Stigma does require large scale initiatives. The National Alliance on Mental Illness (NAMI) suggests a few initiatives that can be taken on an individual level to reduce the stigma, which are :

  • Use of social media and other mediums to talk openly about mental health
  • Acquiring and sharing knowledge related to various mental health conditions to clear the misconceptions and encourage only use of facts
  • Conscious use of language to describe mental health conditions and restricting oneself from loosely using the terms
  • Give equal emphasis to mental health just like physical health
  • Showing compassion and acceptance to people with mental illness
  • Normalizing different modalities of mental health treatment
  • Choose empowerment over shame when dealing with mental illnesses
Q
What cultural factors determine how teens cope with anxiety or depression?
A

Culture can affect both the way anxiety and depression are expressed and how the treatment is accessed. For example, in Asian culture, people more often experience bodily symptoms like disturbed sleep, headache, body pain, anhedonia, or crying spells as compared to western culture. These feelings are sometimes better explained by religious or spiritual beliefs, due to which they would take spiritual guidance or faith healer treatment first and may take a long time before visiting a mental health professional. Sometimes, higher belief in the medical model of illness (than the bio-psycho-social model) hinders the acceptability of non-pharmacological interventions. Those who prefer psychological interventions report larger benefits from culturally specified interventions such as yoga, meditation, and spirituality-based interventions. Further, culture also determines the meaning a person attaches to mental illness. Since expression of emotions and thoughts is not professed regularly and, in fact, at times interpreted and hence stigmatized as a sign of weakness, interventions focused on symptomatic relief, activity, and immediate benefit is preferred over discussion-based models.
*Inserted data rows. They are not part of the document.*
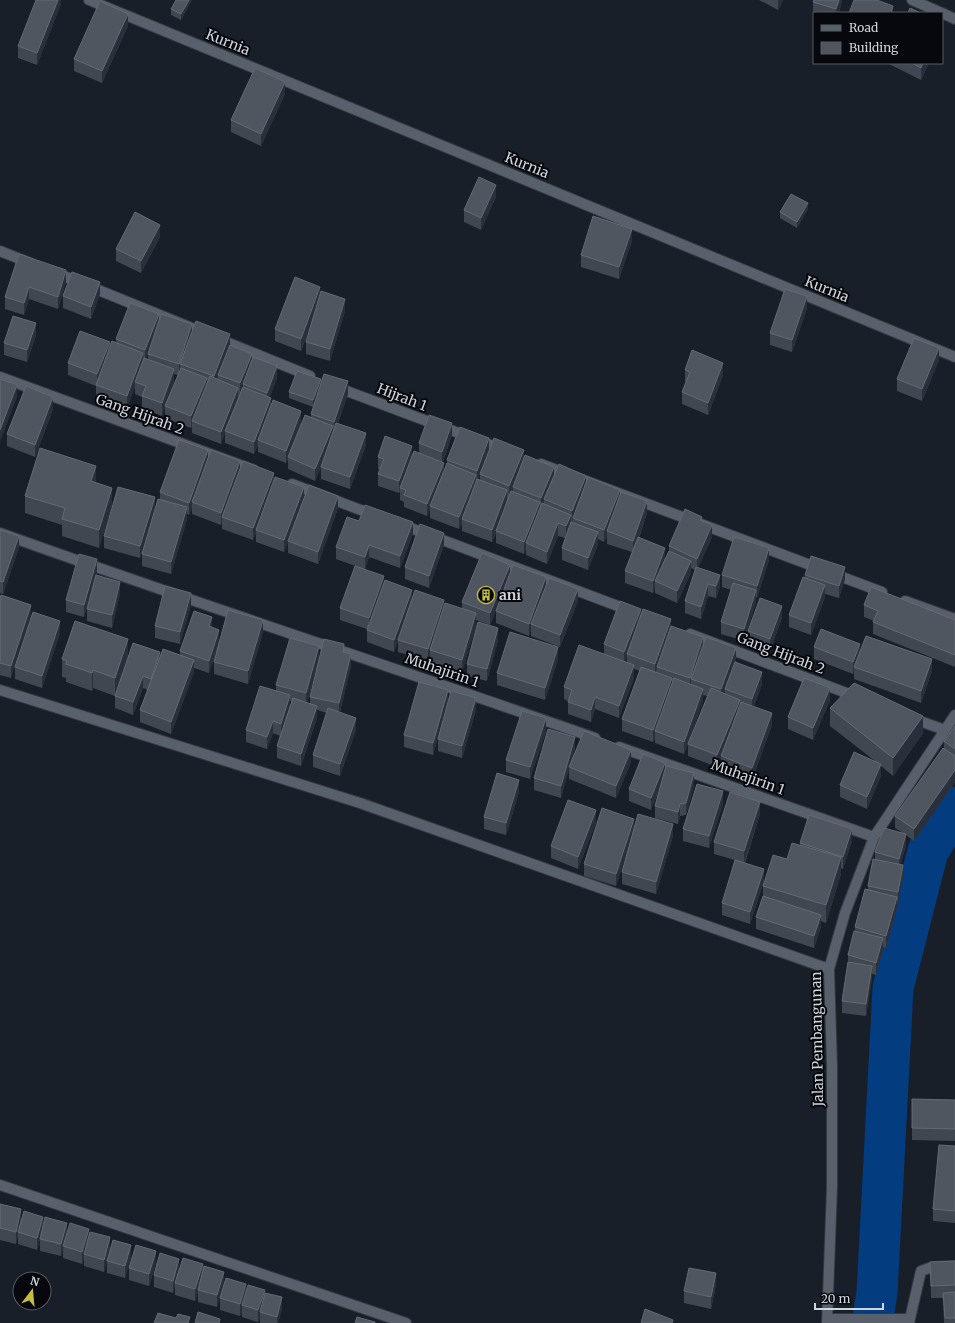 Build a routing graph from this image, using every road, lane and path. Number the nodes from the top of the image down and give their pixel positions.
1 (89, 0) edge
2 (912, 0) edge
3 (940, 12) edge
4 (943, 13) edge
5 (955, 19) edge
6 (0, 251) edge
7 (955, 357) edge
8 (0, 377) edge
9 (514, 454) edge
10 (529, 459) edge
11 (262, 473) edge
12 (284, 482) edge
13 (0, 533) edge
14 (641, 615) edge
15 (955, 620) edge
16 (678, 629) edge
17 (0, 690) edge
18 (863, 699) edge
19 (900, 713) edge
20 (955, 715) edge
21 (945, 730) junction
22 (874, 838) junction
23 (829, 970) junction
24 (0, 1185) edge
25 (955, 1266) edge
26 (827, 1321) edge
27 (406, 1323) edge
28 (909, 1323) edge

1 - 7 street, Kurnia
2 - 3 street
4 - 5 street
6 - 9 street, Hijrah 1
8 - 11 street, Gang Hijrah 2
10 - 15 street
12 - 14 street
13 - 22 street, Muhajirin 1
16 - 18 street, Gang Hijrah 2
17 - 23 street
19 - 21 street
20 - 21 street, Jalan Pembangunan
21 - 22 street, Jalan Pembangunan
22 - 23 street, Jalan Pembangunan
23 - 26 street, Jalan Pembangunan
24 - 27 street
25 - 28 street
26 - 28 street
Suppression of affect or avoidance strategies will often be adopted more frequently than taking an active approach towards problem-solving. Lastly, in my opinion, family factors play a crucial role in protecting against or contributing to, the risk of developing a mental illness. For example, supportive families and positive sibling relationships can protect against the onset of mental illness or provide immense support during the implementation of interventions. On the other hand, a family environment marked by severe marital disharmony, and social disadvantage can contribute to the onset of mental illness. And since with each culture, many sub-cultures vary widely in their understating of mental health and the coping mechanism, interventions are tailored as per the needs of each person for its effective implementation.